Si esto fuera verdad, la pregunta pertinente sería: ¿es posible que sus miembros / as no tengan conocimiento del significado que los teóricos más exquisitos han dado a la ley y de los valores de equidad y justicia que encierra? No, no es posible. Entonces ¿qué ocurre? ¿por qué impera el reino de ese embudo arbitrario?
Pues porque el Gobierno lo que requiere, y le asiste la razón, es tiempo y paciencia. De momento está aplicando la ley del embudo y además lo hace de forma minuciosa, sin que se le pueda coger en quebranto alguno de la misma. Pone en ello sus mejores maneras y sus más aquilatados desvelos. Nadie puede, con la conciencia limpia, acusarle de lo contrario y quien lo haga incurre en bellaquería propia de quienes viven del bulo y de la postverdad, de quienes se han convertido en desaliñados buhoneros de la caverna.

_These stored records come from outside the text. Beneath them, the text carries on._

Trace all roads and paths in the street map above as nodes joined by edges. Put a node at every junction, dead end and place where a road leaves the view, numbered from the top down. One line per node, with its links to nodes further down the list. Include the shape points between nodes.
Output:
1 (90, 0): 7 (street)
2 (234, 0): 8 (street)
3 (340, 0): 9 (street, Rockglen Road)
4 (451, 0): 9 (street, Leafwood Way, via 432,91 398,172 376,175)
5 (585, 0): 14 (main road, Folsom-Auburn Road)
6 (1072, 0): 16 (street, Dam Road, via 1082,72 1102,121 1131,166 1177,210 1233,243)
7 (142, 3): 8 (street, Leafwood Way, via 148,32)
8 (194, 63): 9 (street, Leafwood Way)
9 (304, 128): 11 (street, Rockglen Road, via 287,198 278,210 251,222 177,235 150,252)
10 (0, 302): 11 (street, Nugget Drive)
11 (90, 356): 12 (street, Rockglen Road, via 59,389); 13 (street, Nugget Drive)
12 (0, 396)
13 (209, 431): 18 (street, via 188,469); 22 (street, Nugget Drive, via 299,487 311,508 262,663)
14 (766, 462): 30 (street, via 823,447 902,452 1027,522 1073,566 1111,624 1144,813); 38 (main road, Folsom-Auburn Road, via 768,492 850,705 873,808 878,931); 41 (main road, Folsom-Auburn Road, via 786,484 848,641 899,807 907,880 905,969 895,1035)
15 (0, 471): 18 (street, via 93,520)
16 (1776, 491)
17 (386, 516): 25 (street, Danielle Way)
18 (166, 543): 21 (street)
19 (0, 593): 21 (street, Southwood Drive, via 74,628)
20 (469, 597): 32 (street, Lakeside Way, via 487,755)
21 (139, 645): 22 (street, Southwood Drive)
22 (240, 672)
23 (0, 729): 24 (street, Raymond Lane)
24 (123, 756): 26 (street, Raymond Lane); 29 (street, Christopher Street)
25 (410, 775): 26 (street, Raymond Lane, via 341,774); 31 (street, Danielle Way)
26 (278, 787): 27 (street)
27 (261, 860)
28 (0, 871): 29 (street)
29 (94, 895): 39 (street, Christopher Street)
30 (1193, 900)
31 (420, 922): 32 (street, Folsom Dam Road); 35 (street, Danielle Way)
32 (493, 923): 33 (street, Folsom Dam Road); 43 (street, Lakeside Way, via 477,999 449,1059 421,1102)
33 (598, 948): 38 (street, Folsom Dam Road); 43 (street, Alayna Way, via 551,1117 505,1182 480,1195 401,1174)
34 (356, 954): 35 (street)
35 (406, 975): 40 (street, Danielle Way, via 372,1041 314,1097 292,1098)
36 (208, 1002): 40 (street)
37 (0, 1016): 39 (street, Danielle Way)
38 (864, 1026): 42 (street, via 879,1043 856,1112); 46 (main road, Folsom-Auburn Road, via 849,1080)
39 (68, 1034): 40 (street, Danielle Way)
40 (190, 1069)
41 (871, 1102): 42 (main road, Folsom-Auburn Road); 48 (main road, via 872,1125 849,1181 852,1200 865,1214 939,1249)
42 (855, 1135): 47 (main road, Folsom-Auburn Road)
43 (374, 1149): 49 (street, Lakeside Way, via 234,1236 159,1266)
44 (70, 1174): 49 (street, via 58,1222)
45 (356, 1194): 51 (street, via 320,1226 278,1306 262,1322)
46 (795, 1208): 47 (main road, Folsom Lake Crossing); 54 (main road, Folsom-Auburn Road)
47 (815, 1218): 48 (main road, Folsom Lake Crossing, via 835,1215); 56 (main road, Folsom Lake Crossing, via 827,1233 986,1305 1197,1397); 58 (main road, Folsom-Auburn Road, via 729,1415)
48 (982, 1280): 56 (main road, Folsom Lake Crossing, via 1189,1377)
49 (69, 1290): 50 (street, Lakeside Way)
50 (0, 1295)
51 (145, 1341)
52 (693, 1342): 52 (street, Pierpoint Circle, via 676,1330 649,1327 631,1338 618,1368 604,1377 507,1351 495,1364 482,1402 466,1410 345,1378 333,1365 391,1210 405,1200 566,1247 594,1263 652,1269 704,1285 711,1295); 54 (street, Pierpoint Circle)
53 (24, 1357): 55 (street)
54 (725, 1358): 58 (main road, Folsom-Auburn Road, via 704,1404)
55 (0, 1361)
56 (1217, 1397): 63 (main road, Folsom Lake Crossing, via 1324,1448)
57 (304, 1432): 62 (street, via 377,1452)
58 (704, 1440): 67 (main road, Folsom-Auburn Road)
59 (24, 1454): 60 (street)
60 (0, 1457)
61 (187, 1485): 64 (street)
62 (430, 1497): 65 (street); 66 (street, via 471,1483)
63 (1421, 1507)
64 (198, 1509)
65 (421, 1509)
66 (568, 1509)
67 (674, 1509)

La ley del embudo recibe por ello honores a diario en las esferas del poder y del parlamento, gallardea con las lisonjas de los ministros y se deja manosear por rapiñeros encumbrados de variada condición, por zurcidores de las mejores trapacerías del Reino.
¿Qué más se puede pedir?
En puridad, nada. Porque preciso es atender las buenas razones gubernamentales que piden tiempo. De momento se están habituando a aplicar con pulso certero la ley del embudo pero nadie puede descartar que algún día descubran otras e incluso el mérito y la capacidad para nombrar autoridades y prebendados.
Los españoles no disfrutamos del imperio de la ley pero sí del sultanato de la orden ministerial. Por algo se empieza.